Now, running the same code returns plain JSON. This is not only great because we don't need to parse anything extra but, but it also guarantees that the LLM won't include any free-from text such as "Sure, here is your data!{}"


**The problem is, we don't have the data shaped defined; lets call it *schema*. Our schema is now up to the LLM, and it might change based on user input**. Lets reformat the data to see it in action. 

In [5]:
# Messy web-scraped format with typical HTML artifacts and inconsistent formatting
data_2 = """
[Search Results]
* Ottawa Public Library *
Contact Us > Main Branch
Located at: &nbsp;150 Elgin Street, Ottawa
Status: OPEN NOW! 📚
Customer Service: library@ottawa.ca
Visit us online: https://biblioottawalibrary.ca
Postal: K1P 1L7
---------------------
<div class="business-listing">
Sarah's Bakery & Café [⭐️4.8]
Address line 1: 240 
Address line 2: Laurier Avenue
City: Ottawa
Postal Code: K1P 5J7
Contact: sarah@sarahsbakery.ca
www.sarahsbakery.ca
</div>
...Read More...
---------------------
TECH CORP GLOBAL
www.techcorp.com/contact
📍 1385 Terry Fox Drive
Kanata, Ontario
[Click to view map]
Email: info@techcorp.com
Postal: K2K 3K2
"""

res = eval(prompt=prompt, message=data_2)
json_data = res.choices[0].message.content

print(json_data)

{
    "results": [
        {
            "name": "Ottawa Public Library",
            "branch": "Main Branch",
            "address": {
                "street": "150 Elgin Street",
                "city": "Ottawa",
                "postal_code": "K1P 1L7"
            },
            "contact": {
                "email": "library@ottawa.ca",
                "website": "https://biblioottawalibrary.ca"
            },
            "status": "Open Now"
        },
        {
            "name": "Sarah's Bakery & Café",
            "address": {
                "line_1": "240 Laurier Avenue",
                "city": "Ottawa",
                "postal_code": "K1P 5J7"
            },
            "contact": {
                "email": "sarah@sarahsbakery.ca",
                "website": "www.sarahsbakery.ca"
            },
            "rating": "4.8"
        },
        {
            "name": "TECH CORP GLOBAL",
            "address": {
                "street": "1385 Terry Fox Drive",
                "

## Enforcing a Strict Schema (Pydantic Example)
Usually, JSON ouput won't cut it in software systems.
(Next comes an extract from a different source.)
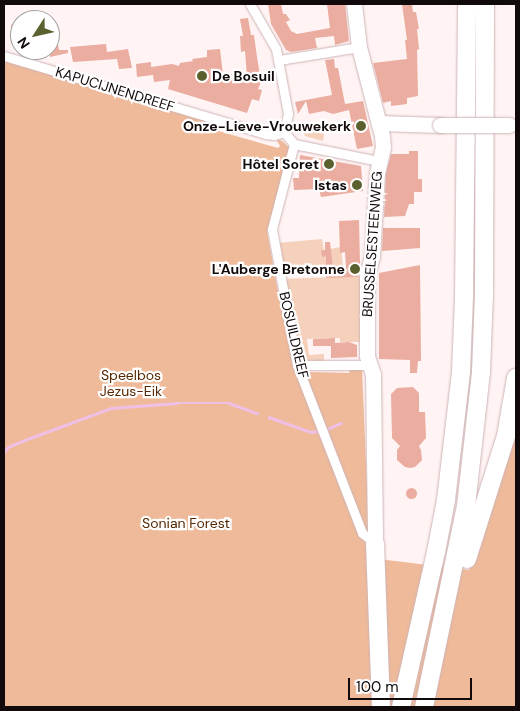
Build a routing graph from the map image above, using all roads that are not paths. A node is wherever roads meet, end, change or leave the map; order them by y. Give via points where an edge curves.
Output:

Its just a string after all. We have to ensure that the LLM indeed returns correctly formed data. 

To robustly handle data after extracting it, you often need a well-defined schema. Tools like pydantic are excellent for validating that the JSON from the LLM matches the expected structure.
  - **BaseModel**: Pydantic's base class that enables data validation
   - **Optional**: From Python's typing module, marks fields that aren't required
   - **EmailStr**: Pydantic's email validator, ensures valid email format
   - **HttpUrl**: Pydantic's URL validator, ensures valid website format
   
   This model will:
   1. Ensure required fields (name, street info, city) are present
   2. Allow optional fields to be missing
   3. Validate email format if provided
   4. Validate URL format if provided

In [8]:
from pydantic import BaseModel, EmailStr, HttpUrl
from typing import Optional

class BusinessLocation(BaseModel):
    name: str
    street_number: str
    street_name: str
    city: str
    postal_code: Optional[str] = None
    email: Optional[EmailStr] = None
    website: Optional[HttpUrl] = None

If the LLM ever returns incorrectly shaped data (e.g., the `id` is missing or the `business_number` is only 8 digits), a `ValidationError` will be raised. This helps ensure you don’t inadvertently store invalid or incomplete data.